Nissan has launched production in its new battery plant in Smyrna, Tenn. The plant, which is making battery components for the ramp-up of production of the 2013 Nissan LEAF early next year, is located adjacent to Nissan’s existing vehicle assembly plant in Tennessee, which itself has been retooled to accommodate production of the Nissan LEAF.
Combined, the construction of the battery plant and modification of the Smyrna manufacturing facility represent an investment of up to $1.7 billion when built to full capacity. The project is supported by a US Department of Energy (DOE) loan for up to $1.4 billion, issued as part of the Advanced Technology Vehicles Manufacturing Loan Program, program authorized by Congress as part of the Energy Independence and Security Act of 2007. (Earlier post.)

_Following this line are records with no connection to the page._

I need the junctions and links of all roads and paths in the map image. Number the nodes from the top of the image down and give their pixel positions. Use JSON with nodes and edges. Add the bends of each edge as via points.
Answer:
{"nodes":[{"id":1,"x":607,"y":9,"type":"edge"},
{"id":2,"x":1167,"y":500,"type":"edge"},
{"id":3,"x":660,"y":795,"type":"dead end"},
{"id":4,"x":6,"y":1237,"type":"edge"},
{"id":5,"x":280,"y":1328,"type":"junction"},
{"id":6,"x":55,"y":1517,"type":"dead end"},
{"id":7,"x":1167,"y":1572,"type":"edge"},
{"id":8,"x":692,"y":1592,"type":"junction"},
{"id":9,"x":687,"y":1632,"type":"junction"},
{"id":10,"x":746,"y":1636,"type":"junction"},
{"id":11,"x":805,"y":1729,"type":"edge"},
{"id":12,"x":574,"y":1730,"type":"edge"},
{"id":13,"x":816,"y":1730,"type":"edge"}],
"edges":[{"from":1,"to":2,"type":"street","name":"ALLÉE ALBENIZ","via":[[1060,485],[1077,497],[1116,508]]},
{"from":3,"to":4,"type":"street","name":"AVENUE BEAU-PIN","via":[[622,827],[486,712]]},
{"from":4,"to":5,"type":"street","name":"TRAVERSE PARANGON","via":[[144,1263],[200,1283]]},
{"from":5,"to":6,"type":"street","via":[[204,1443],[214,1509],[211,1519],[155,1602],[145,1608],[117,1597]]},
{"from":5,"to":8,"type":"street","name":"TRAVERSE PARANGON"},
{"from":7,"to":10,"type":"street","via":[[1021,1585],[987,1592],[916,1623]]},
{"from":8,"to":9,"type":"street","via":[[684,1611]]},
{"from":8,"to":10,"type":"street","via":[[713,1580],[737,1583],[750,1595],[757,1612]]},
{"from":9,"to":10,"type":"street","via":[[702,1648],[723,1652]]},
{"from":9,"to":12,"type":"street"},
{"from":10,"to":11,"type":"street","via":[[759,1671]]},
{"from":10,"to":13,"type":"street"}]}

The facility is capable of expanding to produce modules for up to 200,000 battery packs annually depending on market demand. Those batteries can serve as the power source for the Nissan LEAF and for future vehicles that could be added to the portfolio, Nissan said.
Since December 2010, Nissan has delivered more than 18,000 LEAFs to US customers and more than 46,000 worldwide.
|Technicians at Smyrna prepare equipment to unload an electrode mother roll in the unpacking room. Click to enlarge.|
Each battery pack consists of 192 cells contained in 48 separate modules. One module contains four 33 Ah cells; the battery pack has total capacity of 24 kWh.
Each cell is a laminated structure. The electrodes arrive as a “mother roll” that is cut into smaller rolls to be dried thoroughly, cut to to correct size, and stacked as layers of anode-separator-cathode. The layers are connected by tabs that are welded, and then the stacked sheets are sealed in an aluminum foil material, thus creating the cell.
|Cells travel down a conveyor following completion of the aging process. Click to enlarge.|
After lamination, the cells are injected with electrolyte, then aged to allow the cell chemistry to form properly. After final testing, they are trimmed to final size, and charged and tested.
The cells are then mounted in the module which is rigidly secured into the pack. It is then encased in a steel structure that is sealed to protect the components from hazards such as water, fire and impact from a collision.
The battery pack is located under the floorboards, which allows for more cabin space and lowers the LEAF’s center of gravity. This design results in better handling of the vehicle, and it adds another layer of protection to the battery pack.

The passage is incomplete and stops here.